A questão da xenofobia no Brasil

Enviada em 08/07/2018

Na Antiguidade, o termo bárbaro era utilizado para designar estrangeiros, com conotação de “incivilizado”, pelos gregos e romanos. É perceptível que o preconceito e aversão à outras culturas tem raízes históricas e se intensifica em nosso mundo globalizado.

A Globalização, que consiste num processo de integração entre as nações, devia abrir as fronteiras para maior aproximação entre as culturas. O presidente dos EUA, Donald Trump, divulgou recentemente o decreto que barra o ingresso de imigrantes de países muçulmanos e também a construção do muro EUA-México. Similarmente, a candidata à presidência da França, Marine Le Pen, prometia suspender a imigração no país. Estas ações mostram a intolerância à culturas não europeias e o etnocentrismo perante às demais nações.

Convém destacar, também, que no Brasil esse pensamento xenófobo é bem atual. A formação da sociedade brasileira foi marcada por grandes deslocamentos populacionais, como o tráfico de africanos, imigração européia (italiana, alemã, holandesa e etc) e asiática (japonesa e coreana). Apesar de ser um país multiculturalista, há muito preconceito com culturas consideradas “inferiores”, ou seja, não-europeias, podendo ser visualizada pelo aumento de mais de 600% das denuncias de xenofobia contabilizadas pelo Disque 100, sendo que mais de 25% eram contra haitianos e mais de 15% contra muçulmanos.

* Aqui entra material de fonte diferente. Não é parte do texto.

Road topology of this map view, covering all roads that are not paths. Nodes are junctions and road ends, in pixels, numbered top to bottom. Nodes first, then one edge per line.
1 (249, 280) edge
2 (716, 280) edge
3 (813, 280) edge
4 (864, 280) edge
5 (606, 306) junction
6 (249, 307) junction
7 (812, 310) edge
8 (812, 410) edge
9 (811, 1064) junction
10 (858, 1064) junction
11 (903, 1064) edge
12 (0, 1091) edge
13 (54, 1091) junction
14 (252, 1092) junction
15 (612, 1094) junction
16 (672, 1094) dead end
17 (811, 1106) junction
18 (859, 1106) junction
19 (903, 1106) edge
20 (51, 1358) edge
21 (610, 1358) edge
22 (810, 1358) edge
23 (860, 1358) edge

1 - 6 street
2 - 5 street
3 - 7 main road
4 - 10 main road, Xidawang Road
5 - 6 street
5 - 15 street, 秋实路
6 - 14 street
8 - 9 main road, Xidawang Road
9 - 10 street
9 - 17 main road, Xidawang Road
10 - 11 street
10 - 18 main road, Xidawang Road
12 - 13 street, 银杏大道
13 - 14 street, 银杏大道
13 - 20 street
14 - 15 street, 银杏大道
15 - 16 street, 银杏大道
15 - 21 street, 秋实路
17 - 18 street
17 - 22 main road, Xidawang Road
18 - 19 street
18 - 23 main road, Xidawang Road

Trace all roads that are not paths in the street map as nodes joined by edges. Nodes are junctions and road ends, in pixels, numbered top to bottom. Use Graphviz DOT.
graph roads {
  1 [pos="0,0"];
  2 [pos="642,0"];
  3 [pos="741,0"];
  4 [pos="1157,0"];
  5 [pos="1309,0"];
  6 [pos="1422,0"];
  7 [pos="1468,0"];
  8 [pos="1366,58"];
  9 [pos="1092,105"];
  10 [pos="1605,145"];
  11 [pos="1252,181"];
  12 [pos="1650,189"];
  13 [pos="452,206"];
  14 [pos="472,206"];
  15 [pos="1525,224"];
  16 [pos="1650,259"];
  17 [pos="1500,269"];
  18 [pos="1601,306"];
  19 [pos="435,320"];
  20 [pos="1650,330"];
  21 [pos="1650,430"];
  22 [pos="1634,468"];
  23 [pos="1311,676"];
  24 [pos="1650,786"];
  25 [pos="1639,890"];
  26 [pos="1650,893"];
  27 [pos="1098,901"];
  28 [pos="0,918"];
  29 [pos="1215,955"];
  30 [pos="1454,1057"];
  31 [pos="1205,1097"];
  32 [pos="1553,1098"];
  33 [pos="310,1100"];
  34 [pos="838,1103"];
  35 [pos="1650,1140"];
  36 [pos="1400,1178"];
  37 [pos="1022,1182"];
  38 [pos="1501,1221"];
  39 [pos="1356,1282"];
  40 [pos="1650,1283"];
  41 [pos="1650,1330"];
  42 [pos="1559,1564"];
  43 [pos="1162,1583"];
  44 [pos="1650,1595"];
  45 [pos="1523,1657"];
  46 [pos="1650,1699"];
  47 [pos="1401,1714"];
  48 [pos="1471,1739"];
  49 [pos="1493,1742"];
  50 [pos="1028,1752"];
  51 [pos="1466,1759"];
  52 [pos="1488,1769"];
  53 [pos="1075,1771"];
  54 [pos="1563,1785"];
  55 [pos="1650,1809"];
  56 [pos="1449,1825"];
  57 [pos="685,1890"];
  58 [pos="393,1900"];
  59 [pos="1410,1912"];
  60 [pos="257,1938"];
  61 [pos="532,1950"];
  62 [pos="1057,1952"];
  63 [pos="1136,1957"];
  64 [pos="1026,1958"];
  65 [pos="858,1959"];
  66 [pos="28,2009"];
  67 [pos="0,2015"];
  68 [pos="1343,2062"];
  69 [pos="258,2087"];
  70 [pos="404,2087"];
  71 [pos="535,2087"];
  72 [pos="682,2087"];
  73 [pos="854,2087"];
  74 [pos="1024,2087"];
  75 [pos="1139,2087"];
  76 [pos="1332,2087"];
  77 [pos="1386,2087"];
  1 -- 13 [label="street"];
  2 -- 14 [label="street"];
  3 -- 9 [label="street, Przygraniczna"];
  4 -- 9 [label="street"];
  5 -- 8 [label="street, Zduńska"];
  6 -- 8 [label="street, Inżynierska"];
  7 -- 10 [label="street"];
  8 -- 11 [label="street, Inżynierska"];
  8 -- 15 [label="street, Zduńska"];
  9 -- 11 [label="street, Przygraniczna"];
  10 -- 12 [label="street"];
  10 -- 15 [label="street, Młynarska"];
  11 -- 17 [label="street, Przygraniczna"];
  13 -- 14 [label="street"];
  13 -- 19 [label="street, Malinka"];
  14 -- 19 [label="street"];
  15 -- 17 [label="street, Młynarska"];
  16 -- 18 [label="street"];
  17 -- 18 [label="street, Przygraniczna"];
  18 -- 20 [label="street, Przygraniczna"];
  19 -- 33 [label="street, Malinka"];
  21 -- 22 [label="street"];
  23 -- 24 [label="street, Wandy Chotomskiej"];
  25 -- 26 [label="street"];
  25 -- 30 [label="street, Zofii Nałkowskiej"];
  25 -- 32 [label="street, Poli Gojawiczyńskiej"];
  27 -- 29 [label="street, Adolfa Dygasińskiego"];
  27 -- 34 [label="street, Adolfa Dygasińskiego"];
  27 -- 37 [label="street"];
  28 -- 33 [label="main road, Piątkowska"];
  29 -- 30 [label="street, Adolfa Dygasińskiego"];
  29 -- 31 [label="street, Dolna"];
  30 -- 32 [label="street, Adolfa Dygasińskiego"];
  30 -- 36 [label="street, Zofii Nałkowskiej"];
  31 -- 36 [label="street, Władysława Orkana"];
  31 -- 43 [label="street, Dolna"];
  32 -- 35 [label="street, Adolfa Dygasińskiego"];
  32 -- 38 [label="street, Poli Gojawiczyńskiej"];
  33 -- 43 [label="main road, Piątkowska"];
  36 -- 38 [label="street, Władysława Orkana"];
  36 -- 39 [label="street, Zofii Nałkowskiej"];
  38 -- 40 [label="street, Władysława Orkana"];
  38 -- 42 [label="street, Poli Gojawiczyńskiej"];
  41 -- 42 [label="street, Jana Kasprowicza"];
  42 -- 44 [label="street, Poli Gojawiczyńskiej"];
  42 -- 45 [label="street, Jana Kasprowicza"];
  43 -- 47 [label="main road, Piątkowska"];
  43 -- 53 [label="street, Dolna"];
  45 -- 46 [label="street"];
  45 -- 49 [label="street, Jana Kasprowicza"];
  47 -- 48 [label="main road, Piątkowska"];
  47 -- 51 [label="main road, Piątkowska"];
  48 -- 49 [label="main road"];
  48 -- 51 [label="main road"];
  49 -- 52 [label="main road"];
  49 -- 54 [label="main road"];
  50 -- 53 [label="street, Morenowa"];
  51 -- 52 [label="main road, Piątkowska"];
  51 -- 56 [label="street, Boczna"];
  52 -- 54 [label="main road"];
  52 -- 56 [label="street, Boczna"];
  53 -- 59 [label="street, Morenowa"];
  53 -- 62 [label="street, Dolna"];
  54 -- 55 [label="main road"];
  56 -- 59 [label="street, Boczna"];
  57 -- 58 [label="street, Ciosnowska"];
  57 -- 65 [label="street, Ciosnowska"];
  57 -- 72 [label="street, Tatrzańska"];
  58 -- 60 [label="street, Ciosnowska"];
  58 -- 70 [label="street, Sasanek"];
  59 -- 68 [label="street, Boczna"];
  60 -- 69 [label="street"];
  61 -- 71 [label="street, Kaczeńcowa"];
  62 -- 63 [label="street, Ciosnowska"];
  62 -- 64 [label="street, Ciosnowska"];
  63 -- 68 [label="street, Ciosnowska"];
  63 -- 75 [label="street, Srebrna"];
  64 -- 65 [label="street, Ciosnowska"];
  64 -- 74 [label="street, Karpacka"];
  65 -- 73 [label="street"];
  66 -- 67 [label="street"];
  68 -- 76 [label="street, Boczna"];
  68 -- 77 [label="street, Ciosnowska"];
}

Portanto, medidas são necessárias para resolver esse impasse. O Poder Legislativo deve agir criando leis mais severas, intensificando a fiscalização e punindo os agressores. O Estado pode investir em ONG´s que auxiliam os imigrantes e mobilizar campanhas e palestras públicas em escolas, comunidades e mídia, objetivando a exposição da problemática e o debate acerca do tema. Assim, será possível garantir um país mais justo e verdadeiramente globalizado à todos.